A ajuda recebida por programas sociais da avó não era suficiente para matar a fome, agora, de três bocas. Maikel sentia-se cada vez mais frustrado. Frustrado como homem por não poder sustentar sua família e como pai por não conseguir atender a um simples desejo da filha. Nem ele entendia bem o porquê, mas levar sua filha ao circo tornou-se um compromisso de vida.
O ex-apenado até rezou – coisa que há muito tempo não fazia – para conseguir um trabalho, mas a resposta continuava sempre, não! O desespero tomava conta daquele homem à medida que os dias se passavam. Ele tinha que achar uma solução para a sua vida… e achou.

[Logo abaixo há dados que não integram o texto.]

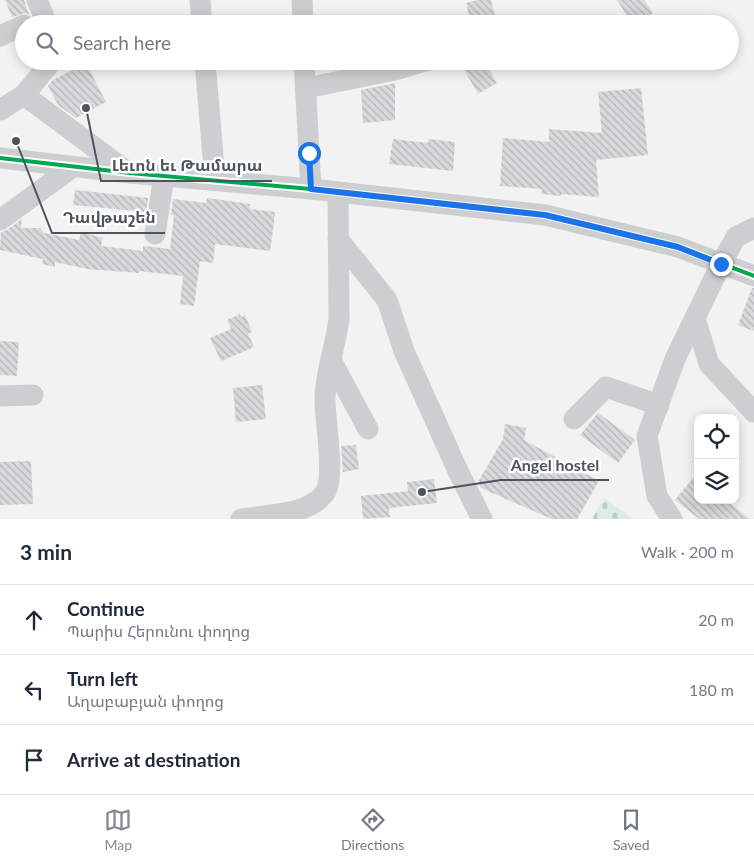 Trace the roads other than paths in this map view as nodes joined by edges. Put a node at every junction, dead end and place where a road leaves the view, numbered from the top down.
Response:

Após meses de fome e privações, o dinheiro entrou naquele barraco. Maikel até fez um churrasco improvisado no pequeno pátio atrás da humilde casa. Depois, finalmente cumpriu a promessa, e levou Luna para o circo. Aquele simples gesto, para alguns, passaria desapercebido, mas para aquele ex-apenado, não. Há muito tempo sonhava com esse momento. Lembrou os tempos duros de prisão. Ver alguém, para o qual tinha tanta afeição, feliz, fazia tudo valer a pena. Finalmente cumpriu a sua promessa. Comprou pipoca, algodão-doce para sua filha. Riu de felicidade ao vê-la se divertir com as brincadeiras dos palhaços. Emocionou-se com o seu espanto ao ver o mágico tirar um coelho de sua cartola. Viu seus pequenos olhos brilharem com o show dos malabaristas. Sentiu seu medo com os saltos dos trapezistas, e como recompensa recebeu um abraço. Um abraço roubado de espanto, um abraço de refúgio, um abraço de filha, um abraço que ele tanto sonhara nesses dez longos anos de prisão.

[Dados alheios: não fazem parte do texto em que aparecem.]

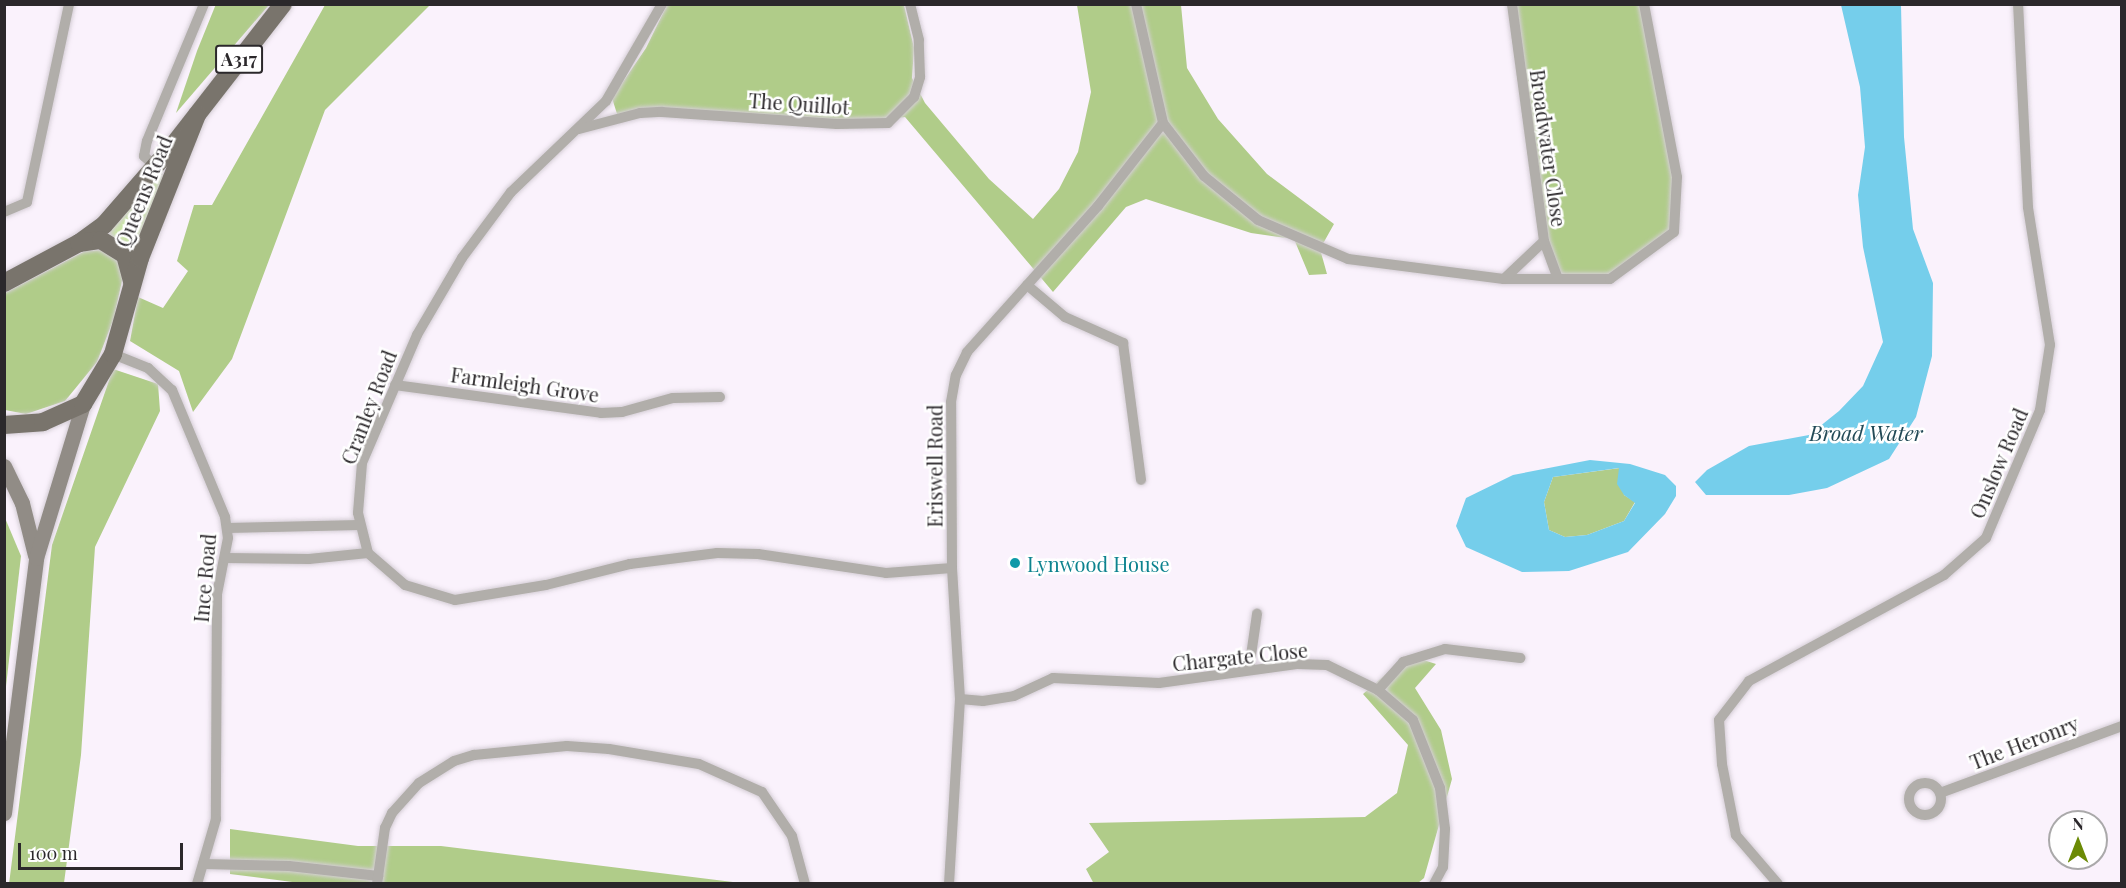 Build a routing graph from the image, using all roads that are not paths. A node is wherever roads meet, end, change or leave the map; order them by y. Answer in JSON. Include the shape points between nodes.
{"nodes":[{"id":1,"x":69,"y":4,"type":"edge"},
{"id":2,"x":204,"y":4,"type":"edge"},
{"id":3,"x":283,"y":4,"type":"edge"},
{"id":4,"x":662,"y":4,"type":"edge"},
{"id":5,"x":910,"y":4,"type":"edge"},
{"id":6,"x":1136,"y":4,"type":"edge"},
{"id":7,"x":1512,"y":4,"type":"edge"},
{"id":8,"x":1644,"y":4,"type":"edge"},
{"id":9,"x":2018,"y":4,"type":"edge"},
{"id":10,"x":197,"y":115,"type":"junction"},
{"id":11,"x":1163,"y":123,"type":"junction"},
{"id":12,"x":579,"y":129,"type":"junction"},
{"id":13,"x":154,"y":166,"type":"junction"},
{"id":14,"x":172,"y":179,"type":"junction"},
{"id":15,"x":4,"y":212,"type":"edge"},
{"id":16,"x":1544,"y":241,"type":"junction"},
{"id":17,"x":79,"y":243,"type":"junction"},
{"id":18,"x":1504,"y":279,"type":"junction"},
{"id":19,"x":1558,"y":279,"type":"junction"},
{"id":20,"x":4,"y":283,"type":"edge"},
{"id":21,"x":132,"y":284,"type":"junction"},
{"id":22,"x":1027,"y":285,"type":"junction"},
{"id":23,"x":113,"y":354,"type":"junction"},
{"id":24,"x":395,"y":386,"type":"junction"},
{"id":25,"x":720,"y":397,"type":"dead end"},
{"id":26,"x":83,"y":404,"type":"junction"},
{"id":27,"x":4,"y":425,"type":"edge"},
{"id":28,"x":4,"y":466,"type":"edge"},
{"id":29,"x":1141,"y":480,"type":"dead end"},
{"id":30,"x":360,"y":525,"type":"junction"},
{"id":31,"x":226,"y":528,"type":"junction"},
{"id":32,"x":368,"y":553,"type":"junction"},
{"id":33,"x":36,"y":558,"type":"junction"},
{"id":34,"x":225,"y":558,"type":"junction"},
{"id":35,"x":952,"y":568,"type":"junction"},
{"id":36,"x":1257,"y":614,"type":"dead end"},
{"id":37,"x":1520,"y":658,"type":"dead end"},
{"id":38,"x":1249,"y":669,"type":"junction"},
{"id":39,"x":1378,"y":690,"type":"junction"},
{"id":40,"x":960,"y":699,"type":"junction"},
{"id":41,"x":2121,"y":726,"type":"edge"},
{"id":42,"x":1940,"y":793,"type":"dead end"},
{"id":43,"x":4,"y":813,"type":"edge"},
{"id":44,"x":203,"y":864,"type":"junction"},
{"id":45,"x":378,"y":880,"type":"edge"},
{"id":46,"x":197,"y":884,"type":"edge"},
{"id":47,"x":805,"y":884,"type":"edge"},
{"id":48,"x":949,"y":884,"type":"edge"},
{"id":49,"x":1434,"y":884,"type":"edge"},
{"id":50,"x":1778,"y":884,"type":"edge"}],
"edges":[{"from":1,"to":15,"type":"street","via":[[27,202]]},
{"from":2,"to":13,"type":"street","via":[[147,141],[144,156]]},
{"from":3,"to":10,"type":"main road","name":"Queens Road","number":"A317"},
{"from":4,"to":12,"type":"street","name":"Cranley Road","via":[[622,77]]},
{"from":5,"to":12,"type":"street","name":"The Quillot","via":[[919,40],[920,77],[914,97],[888,123],[837,124],[662,112]]},
{"from":6,"to":11,"type":"street"},
{"from":7,"to":16,"type":"street","name":"Broadwater Close"},
{"from":8,"to":19,"type":"street","via":[[1677,177],[1674,232],[1610,279]]},
{"from":9,"to":50,"type":"street","name":"Onslow Road","via":[[2028,207],[2050,345],[2040,410],[1986,538],[1944,575],[1749,681],[1719,720],[1722,764],[1736,835]]},
{"from":10,"to":13,"type":"main road","name":"Queens Road","number":"A317"},
{"from":10,"to":14,"type":"main road","name":"Queens Road","number":"A317"},
{"from":11,"to":18,"type":"street","via":[[1204,176],[1258,220],[1348,259]]},
{"from":11,"to":22,"type":"street","name":"Eriswell Road","via":[[1098,206]]},
{"from":12,"to":24,"type":"street","name":"Cranley Road","via":[[511,192],[478,235],[417,335]]},
{"from":13,"to":14,"type":"main road","via":[[163,168]]},
{"from":13,"to":17,"type":"main road","name":"Queens Road","number":"A317","via":[[104,225]]},
{"from":14,"to":21,"type":"main road","name":"Queens Road","number":"A317"},
{"from":16,"to":18,"type":"street","name":"Broadwater Close"},
{"from":16,"to":19,"type":"street"},
{"from":17,"to":20,"type":"main road","number":"A317"},
{"from":17,"to":21,"type":"main road","number":"A317","via":[[102,240],[118,248],[129,265]]},
{"from":18,"to":19,"type":"street"},
{"from":21,"to":23,"type":"main road","number":"A317"},
{"from":22,"to":29,"type":"street","via":[[1065,317],[1124,343]]},
{"from":22,"to":35,"type":"street","name":"Eriswell Road","via":[[967,352],[956,375],[951,402]]},
{"from":23,"to":26,"type":"main road","number":"A317"},
{"from":23,"to":31,"type":"street","name":"Ince Road","via":[[148,368],[172,390]]},
{"from":24,"to":25,"type":"street","name":"Farmleigh Grove","via":[[601,413],[622,412],[673,398]]},
{"from":24,"to":30,"type":"street","name":"Cranley Road","via":[[362,463]]},
{"from":26,"to":27,"type":"main road","via":[[43,422]]},
{"from":26,"to":33,"type":"main road"},
{"from":28,"to":33,"type":"main road","via":[[22,503]]},
{"from":30,"to":31,"type":"street"},
{"from":30,"to":32,"type":"street","name":"Cranley Road"},
{"from":31,"to":34,"type":"street","name":"Ince Road"},
{"from":32,"to":34,"type":"street","via":[[309,559]]},
{"from":32,"to":35,"type":"street","via":[[405,585],[455,600],[546,585],[630,564],[717,553],[758,554],[886,573]]},
{"from":33,"to":43,"type":"main road"},
{"from":34,"to":44,"type":"street","name":"Ince Road","via":[[217,594],[216,819]]},
{"from":35,"to":40,"type":"street","name":"Eriswell Road"},
{"from":36,"to":38,"type":"street"},
{"from":37,"to":39,"type":"street","via":[[1445,649],[1403,662]]},
{"from":38,"to":39,"type":"street","name":"Chargate Close","via":[[1327,665]]},
{"from":38,"to":40,"type":"street","name":"Chargate Close","via":[[1159,683],[1053,678],[1014,696],[983,701]]},
{"from":39,"to":49,"type":"street","name":"Chargate Close","via":[[1413,720],[1440,788],[1445,829],[1443,867]]},
{"from":40,"to":48,"type":"street","name":"Eriswell Road"},
{"from":41,"to":42,"type":"street","name":"The Heronry"},
{"from":44,"to":45,"type":"street","via":[[300,867]]},
{"from":44,"to":46,"type":"street","name":"Ince Road"},
{"from":45,"to":47,"type":"street","via":[[385,828],[392,813],[428,777],[474,755],[567,746],[699,764],[762,792],[792,836]]}]}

Três dias depois, a polícia arrombou a porta do barraco em que Maikel repousava. Deram a ordem de prisão a ele por venda de drogas. O homem resistiu e correu para a liberdade. Um tiro alojou-se em seu corpo enquanto fugia. Depois veio o silêncio, e um estranho sorriso iluminou o rosto de quem agonizava. Enquanto morria, Maikel da Silva via o sorriso de Luna estampado em seu rosto.
Morreu feliz, pois finalmente cumpriu a sua promessa feita a alguém que ele mais amava. Enquanto seus olhos se fechavam para este mundo, ele pensava em finalmente voar livre como os pássaros vistos através da pequena janela do Pavilhão Nove.